Read our blog  Adding Colour from a Limited Palette.

This stage is not a change in the way you work: YOU ARE STILL FOLLOWING THE PAINTING rather than the subject (that is to say problems are solved by further experimental marks, and not by referring again to the original subject.) 
Be ready to wipe marks off if they don’t feel right: the remnants of the marks sometimes turn out to be just right! 

You move onto this stage when your canvas is mostly covered. Colour is another instrument in the ensemble and it will bring another dimension to it. 

  • It is now time to introduce some more colours. Only include: white, black, yellow ochre and red.
  • Paynes grey and white will give you a blue, add yellow ochre and you will have a green like colour.
  • If you have used a warm neutral and a cool neutral in your monochrome stage, you will notice that the work is already suggesting colour. Try to develop a sensitivity to this.  It can be very remarkable and powerful, and leads you in ways that you didn’t expect.
  • Don’t just go for blue in the sky and green grass!
  • You need to continue to be experimental with the marks you make throughout this whole process. Put colour on in the same manner you put paint on for the monochrome stage. 
  • Keep developing your feel for the composition as you place colour. Don’t think about what makes sense for the image or scene but what feels right for the painting. 
  • Keep looking at the whole painting, don’t be afraid to change shapes lines, and angles of things, make things bigger or smaller to allow the painting to work. Try to avoid thinking about accuracy, i.e if a tree or any structure needs to be bigger to fix a compositional problem, do it. 
  • Something significantly wrong doesn’t necessarily need heavy lines to correct it, you can sometimes use tentative and exploratory marks to cause significant changes. 
  • This is a stage where you can easily get drawn into detail and your work tightens. If you find yourself focusing on one area, move to another.
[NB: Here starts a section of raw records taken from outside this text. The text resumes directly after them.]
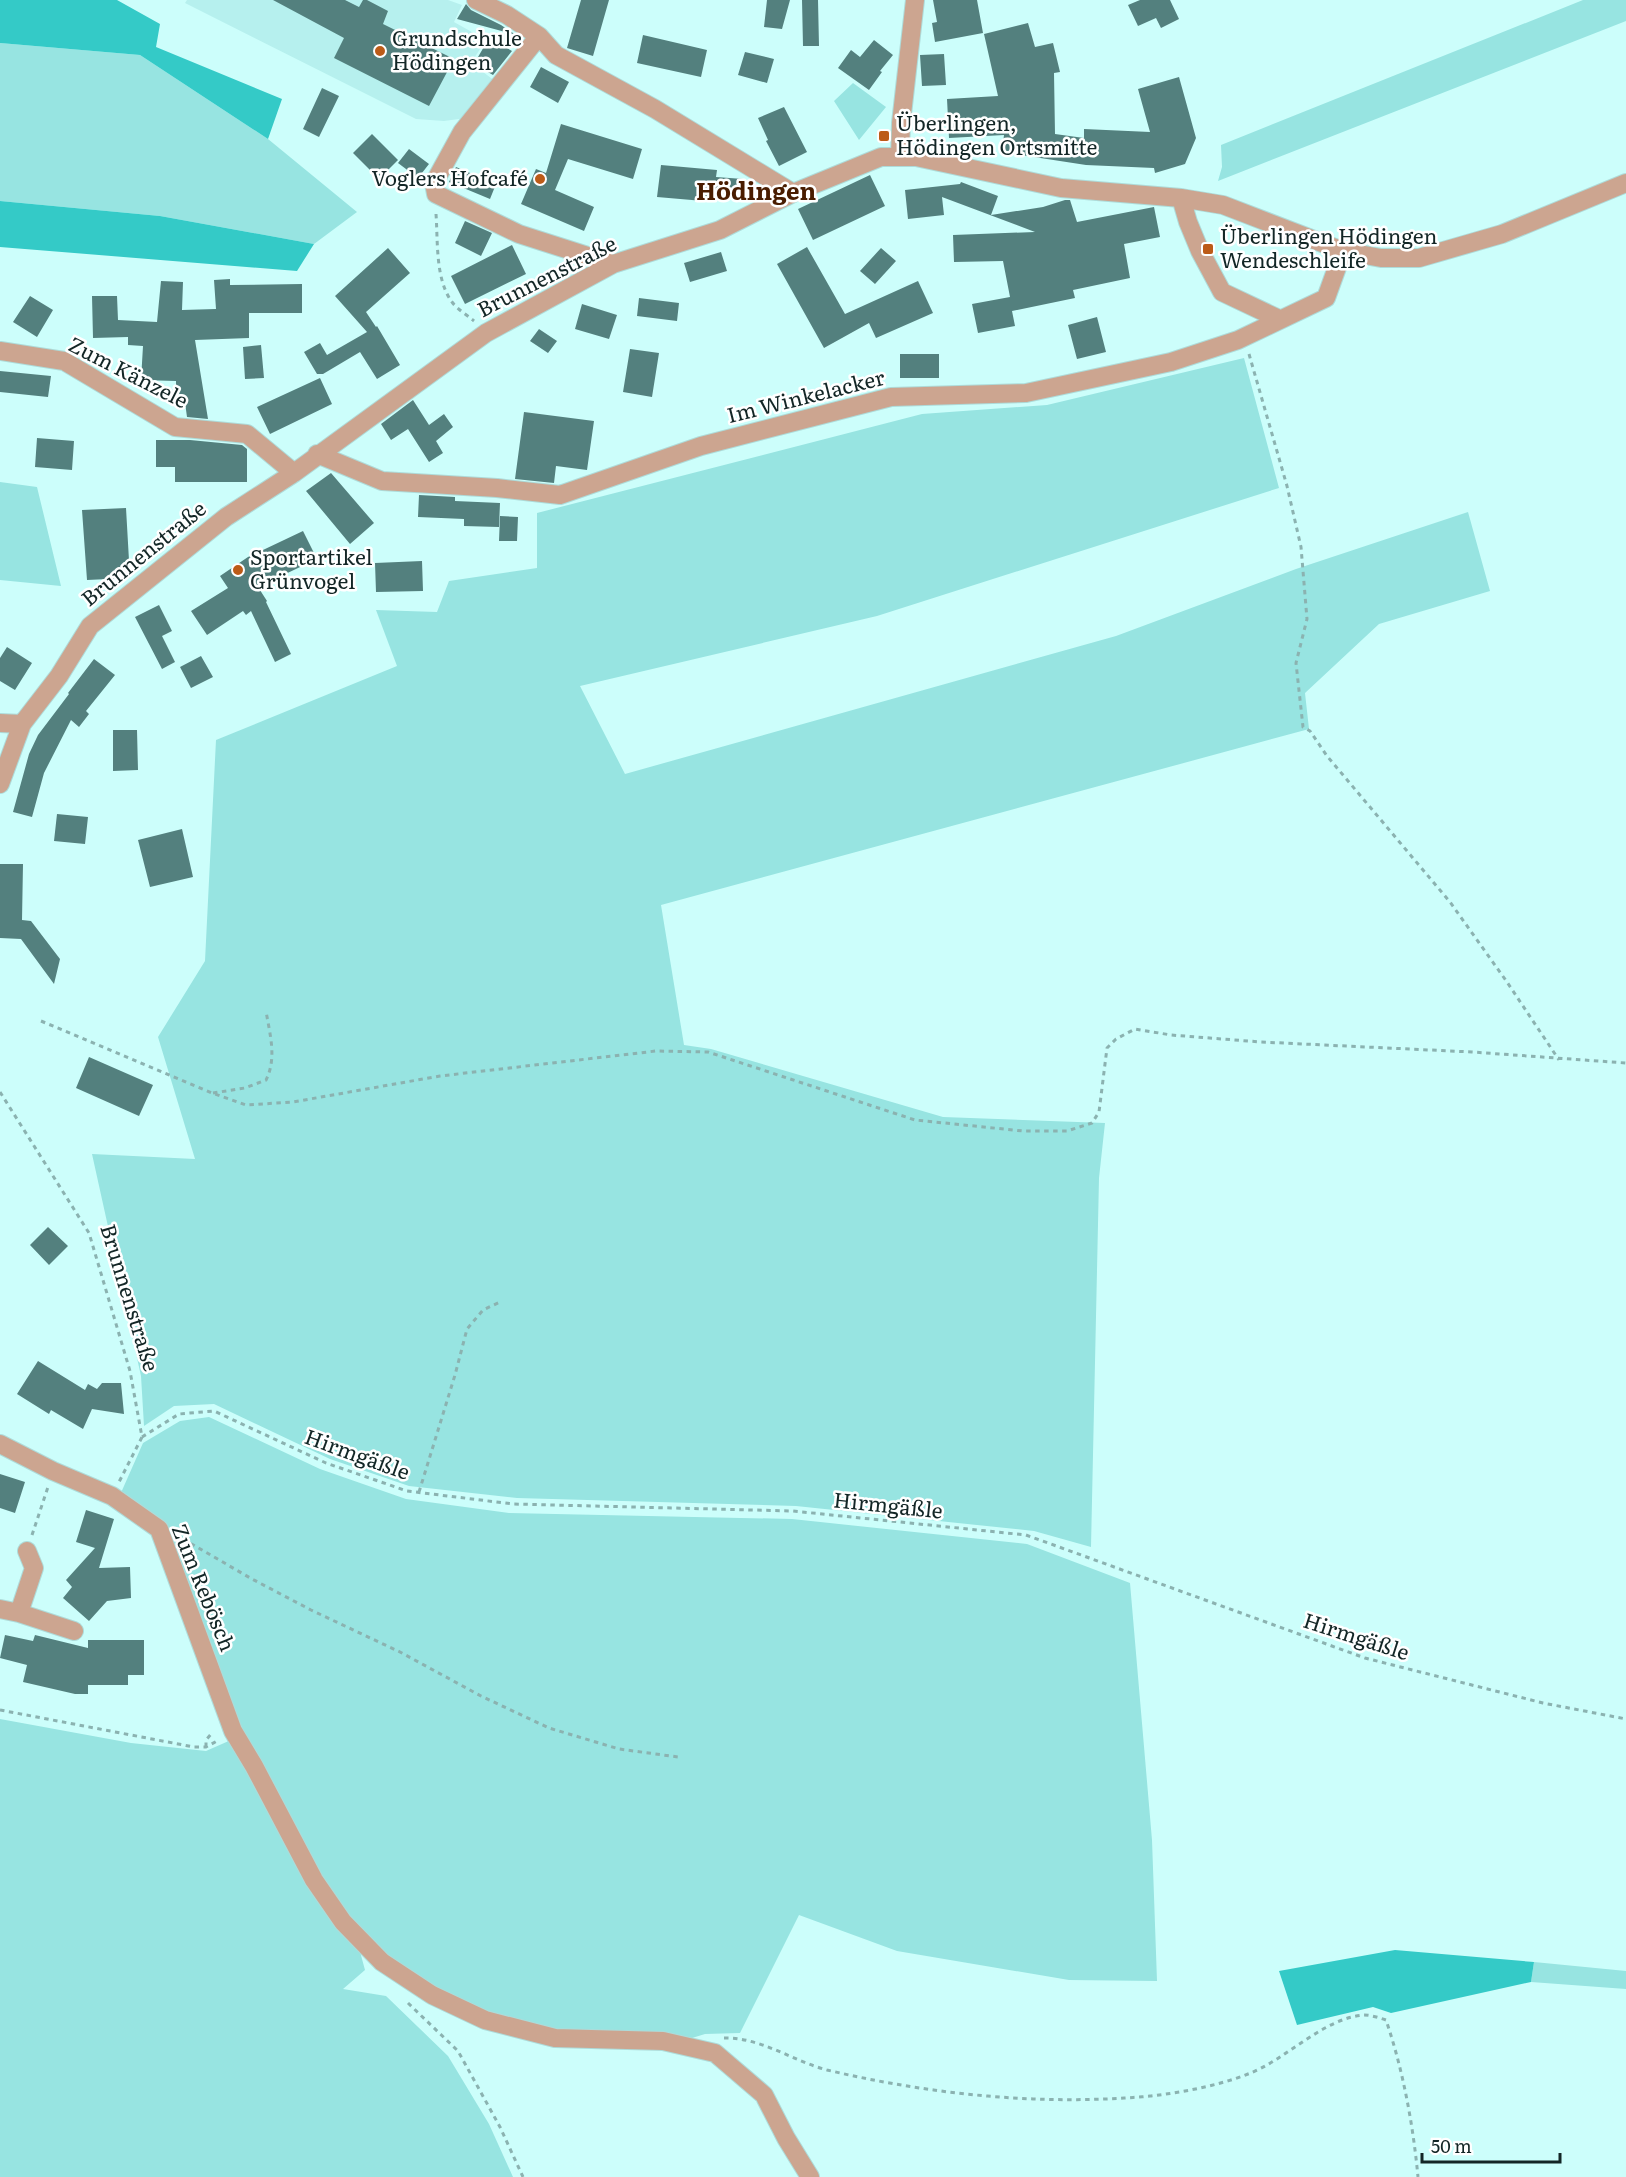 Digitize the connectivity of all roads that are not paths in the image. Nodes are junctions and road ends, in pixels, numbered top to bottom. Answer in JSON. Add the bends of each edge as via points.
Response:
{"nodes":[{"id":1,"x":476,"y":0,"type":"edge"},
{"id":2,"x":915,"y":0,"type":"edge"},
{"id":3,"x":539,"y":36,"type":"junction"},
{"id":4,"x":900,"y":156,"type":"junction"},
{"id":5,"x":1626,"y":183,"type":"edge"},
{"id":6,"x":793,"y":193,"type":"junction"},
{"id":7,"x":1181,"y":198,"type":"junction"},
{"id":8,"x":1343,"y":251,"type":"junction"},
{"id":9,"x":613,"y":264,"type":"junction"},
{"id":10,"x":1279,"y":319,"type":"junction"},
{"id":11,"x":0,"y":351,"type":"edge"},
{"id":12,"x":318,"y":454,"type":"junction"},
{"id":13,"x":294,"y":473,"type":"junction"},
{"id":14,"x":0,"y":723,"type":"edge"},
{"id":15,"x":22,"y":724,"type":"junction"},
{"id":16,"x":0,"y":784,"type":"edge"},
{"id":17,"x":0,"y":1443,"type":"edge"},
{"id":18,"x":27,"y":1551,"type":"road end"},
{"id":19,"x":0,"y":1608,"type":"edge"},
{"id":20,"x":19,"y":1612,"type":"junction"},
{"id":21,"x":74,"y":1631,"type":"dead end"},
{"id":22,"x":810,"y":2177,"type":"edge"}],
"edges":[{"from":1,"to":3,"type":"street"},
{"from":2,"to":4,"type":"street"},
{"from":3,"to":6,"type":"street","via":[[556,55],[655,109]]},
{"from":3,"to":9,"type":"street","via":[[462,132],[434,183],[436,194],[519,234]]},
{"from":4,"to":6,"type":"street","name":"Brunnenstraße","via":[[881,157]]},
{"from":4,"to":7,"type":"street","name":"Brunnenstraße","via":[[1061,188]]},
{"from":5,"to":8,"type":"street","name":"Brunnenstraße","via":[[1502,234],[1419,258],[1381,258]]},
{"from":6,"to":9,"type":"street","name":"Brunnenstraße","via":[[720,230]]},
{"from":7,"to":8,"type":"street","name":"Brunnenstraße","via":[[1222,205]]},
{"from":7,"to":10,"type":"street","via":[[1192,231],[1222,292]]},
{"from":8,"to":10,"type":"street","name":"Im Winkelacker","via":[[1326,298]]},
{"from":9,"to":12,"type":"street","name":"Brunnenstraße","via":[[486,333]]},
{"from":10,"to":12,"type":"street","name":"Im Winkelacker","via":[[1238,340],[1171,363],[1026,393],[891,397],[701,446],[560,495],[382,481]]},
{"from":11,"to":13,"type":"street","name":"Zum Känzele","via":[[64,361],[175,427],[248,434]]},
{"from":12,"to":13,"type":"street","name":"Brunnenstraße"},
{"from":13,"to":15,"type":"street","name":"Brunnenstraße","via":[[226,517],[90,626],[59,676]]},
{"from":14,"to":15,"type":"street"},
{"from":15,"to":16,"type":"street","name":"Brunnenstraße"},
{"from":17,"to":22,"type":"street","name":"Zum Rebösch","via":[[112,1496],[159,1529],[233,1731],[314,1880],[343,1922],[382,1962],[432,1995],[485,2020],[555,2038],[663,2041],[715,2053],[764,2095]]},
{"from":18,"to":20,"type":"street","via":[[34,1568]]},
{"from":19,"to":20,"type":"street"},
{"from":20,"to":21,"type":"street"}]}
Try not to give one area more priority over another. And if all else fails put your work to one side, and work on something else. Whilst working on the alternative piece a glance at the troublesome one can often tell you all you need to know. 
  • Continue as you begin, making marks boldly and responding to the sense of composition rather than the subject. The painting is not a subject with something happening around it.